Edgar Allan Poe, the master of Gothic, knew very well how to use the given tools to create suspenseful and interesting tales in the Gothic mode. Also, according to Fred Botting, “Poe’s fiction leaves boundaries between reality, illusion and madness unresolved, rather than, in the manner of his contemporaries, domestic motifs or rationalising mysteries” (120). His stories contain supernatural elements such as the returning of the dead, or feature morbid and terrifying scenes, for instance, live burial. For example, in The Cask of Amontillado, Montresor’s vengeance is fulfilled by burying Fortunato alive. The unfortunate victim has to die because of the insults Montresor allegedly suffered from him. Because of his Southern upbringing, Poe is often referred to as the representative of Southern Gothic.
The Southern Gothic is a variation of Gothic fiction which often exposes the problems of society, featuring racism and unstable characters who reflect the struggle to find a place in society. The protagonists of The Black Cat, The Tell-Tale Heart and the Imp of The Perverse are unstable narrators, while Montresor of The Cask of Amontillado seems to know very well what he is doing to his victim. It is well known, that Gothic tales feature death, supernatural events and usually there is a haunted person, or house. In The Black Cat, the protagonist is haunted by the image of Pluto, his once beloved cat, who has been hanged by the narrator.
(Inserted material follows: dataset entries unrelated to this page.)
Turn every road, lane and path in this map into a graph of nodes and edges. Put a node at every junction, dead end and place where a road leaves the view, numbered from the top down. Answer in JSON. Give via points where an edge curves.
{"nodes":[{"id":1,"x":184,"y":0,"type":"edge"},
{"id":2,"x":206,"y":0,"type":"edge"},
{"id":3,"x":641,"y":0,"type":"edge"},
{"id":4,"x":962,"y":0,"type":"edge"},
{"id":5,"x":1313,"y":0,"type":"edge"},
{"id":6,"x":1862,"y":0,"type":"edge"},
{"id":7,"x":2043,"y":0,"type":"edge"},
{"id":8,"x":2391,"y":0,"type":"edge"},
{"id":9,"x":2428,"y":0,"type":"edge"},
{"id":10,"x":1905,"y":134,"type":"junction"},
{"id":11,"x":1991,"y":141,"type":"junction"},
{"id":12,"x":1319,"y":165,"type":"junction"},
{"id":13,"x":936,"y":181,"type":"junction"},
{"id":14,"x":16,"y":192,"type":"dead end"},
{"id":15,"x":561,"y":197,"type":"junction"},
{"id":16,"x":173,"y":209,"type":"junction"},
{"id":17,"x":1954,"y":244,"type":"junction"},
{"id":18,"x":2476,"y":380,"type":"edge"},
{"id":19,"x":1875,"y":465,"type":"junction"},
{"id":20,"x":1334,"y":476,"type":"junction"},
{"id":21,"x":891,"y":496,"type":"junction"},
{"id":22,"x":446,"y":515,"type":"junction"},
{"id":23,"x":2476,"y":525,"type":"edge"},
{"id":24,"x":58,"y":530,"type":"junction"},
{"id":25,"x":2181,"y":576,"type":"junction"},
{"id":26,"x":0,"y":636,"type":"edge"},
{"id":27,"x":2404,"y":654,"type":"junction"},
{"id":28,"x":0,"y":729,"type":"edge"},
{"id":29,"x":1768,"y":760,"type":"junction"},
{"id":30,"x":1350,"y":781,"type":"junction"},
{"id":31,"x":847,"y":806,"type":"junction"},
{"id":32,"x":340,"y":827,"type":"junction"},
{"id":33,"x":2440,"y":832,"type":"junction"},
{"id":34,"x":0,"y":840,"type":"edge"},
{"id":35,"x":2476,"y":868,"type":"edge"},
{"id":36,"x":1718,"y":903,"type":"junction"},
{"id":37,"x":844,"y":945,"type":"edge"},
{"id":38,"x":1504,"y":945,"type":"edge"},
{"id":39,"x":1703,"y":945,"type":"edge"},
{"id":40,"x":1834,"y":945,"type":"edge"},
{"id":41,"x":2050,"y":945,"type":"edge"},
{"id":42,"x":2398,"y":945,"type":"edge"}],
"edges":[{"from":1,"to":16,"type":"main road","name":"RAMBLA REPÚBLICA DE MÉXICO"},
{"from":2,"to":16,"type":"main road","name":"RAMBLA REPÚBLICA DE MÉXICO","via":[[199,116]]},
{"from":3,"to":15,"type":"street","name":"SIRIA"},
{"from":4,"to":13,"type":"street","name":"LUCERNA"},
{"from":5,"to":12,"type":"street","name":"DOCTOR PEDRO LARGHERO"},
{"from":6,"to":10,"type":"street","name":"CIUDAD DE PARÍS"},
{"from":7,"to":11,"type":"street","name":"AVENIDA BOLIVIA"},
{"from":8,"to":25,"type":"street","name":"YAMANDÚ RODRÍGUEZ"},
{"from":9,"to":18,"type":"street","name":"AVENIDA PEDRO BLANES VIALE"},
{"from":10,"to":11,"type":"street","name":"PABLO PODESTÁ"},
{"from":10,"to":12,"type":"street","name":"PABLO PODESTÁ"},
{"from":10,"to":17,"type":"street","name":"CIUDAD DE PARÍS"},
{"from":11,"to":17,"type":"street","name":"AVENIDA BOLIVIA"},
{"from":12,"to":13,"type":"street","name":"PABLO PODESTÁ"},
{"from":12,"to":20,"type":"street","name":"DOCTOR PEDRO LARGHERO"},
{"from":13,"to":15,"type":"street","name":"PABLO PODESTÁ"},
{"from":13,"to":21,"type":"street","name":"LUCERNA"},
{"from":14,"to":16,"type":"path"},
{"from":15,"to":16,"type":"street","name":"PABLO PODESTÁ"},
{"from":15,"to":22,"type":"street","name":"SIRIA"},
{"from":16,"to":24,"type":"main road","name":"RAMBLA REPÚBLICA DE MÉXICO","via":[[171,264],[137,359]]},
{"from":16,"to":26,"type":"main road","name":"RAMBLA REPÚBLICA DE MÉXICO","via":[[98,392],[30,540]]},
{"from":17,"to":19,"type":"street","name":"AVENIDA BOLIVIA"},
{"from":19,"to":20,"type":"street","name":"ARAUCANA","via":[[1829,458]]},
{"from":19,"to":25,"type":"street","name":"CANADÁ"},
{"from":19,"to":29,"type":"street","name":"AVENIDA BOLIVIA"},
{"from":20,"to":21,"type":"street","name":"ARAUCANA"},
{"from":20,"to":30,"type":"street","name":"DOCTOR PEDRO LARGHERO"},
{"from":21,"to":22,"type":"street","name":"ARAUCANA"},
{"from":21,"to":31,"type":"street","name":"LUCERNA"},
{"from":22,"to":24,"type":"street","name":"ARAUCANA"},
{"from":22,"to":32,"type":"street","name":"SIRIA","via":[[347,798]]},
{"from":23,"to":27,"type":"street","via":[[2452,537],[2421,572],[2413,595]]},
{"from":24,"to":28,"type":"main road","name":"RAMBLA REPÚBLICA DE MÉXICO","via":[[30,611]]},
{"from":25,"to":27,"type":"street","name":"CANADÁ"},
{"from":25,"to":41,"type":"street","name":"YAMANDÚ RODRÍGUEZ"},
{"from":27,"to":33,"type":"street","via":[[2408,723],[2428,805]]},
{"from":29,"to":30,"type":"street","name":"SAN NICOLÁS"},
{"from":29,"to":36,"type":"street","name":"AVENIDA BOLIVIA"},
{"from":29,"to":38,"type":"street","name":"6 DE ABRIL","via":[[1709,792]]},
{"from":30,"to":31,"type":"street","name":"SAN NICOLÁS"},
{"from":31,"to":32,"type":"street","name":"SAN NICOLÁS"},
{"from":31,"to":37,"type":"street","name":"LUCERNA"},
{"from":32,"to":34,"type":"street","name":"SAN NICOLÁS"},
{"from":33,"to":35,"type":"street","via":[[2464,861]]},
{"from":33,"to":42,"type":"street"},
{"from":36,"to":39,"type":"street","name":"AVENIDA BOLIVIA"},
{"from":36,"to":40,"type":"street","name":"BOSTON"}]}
In The Tell-Tale Heart, the narrator is suffering from the sound of the beating heart of the victim, who is long time dead, while the protagonist of The Imp of the Perverse all of a sudden starts to think about the crime he committed long ago. None of the narrators can endure the agony, the unexpected visions, and sounds of the victims, which eventually lead them to confess their crimes. These four stories of Poe are all psychological fictions, three of the narrators have to fight with visions and are experiencing supernatural events, which lead them to try to convince themselves that they are not insane.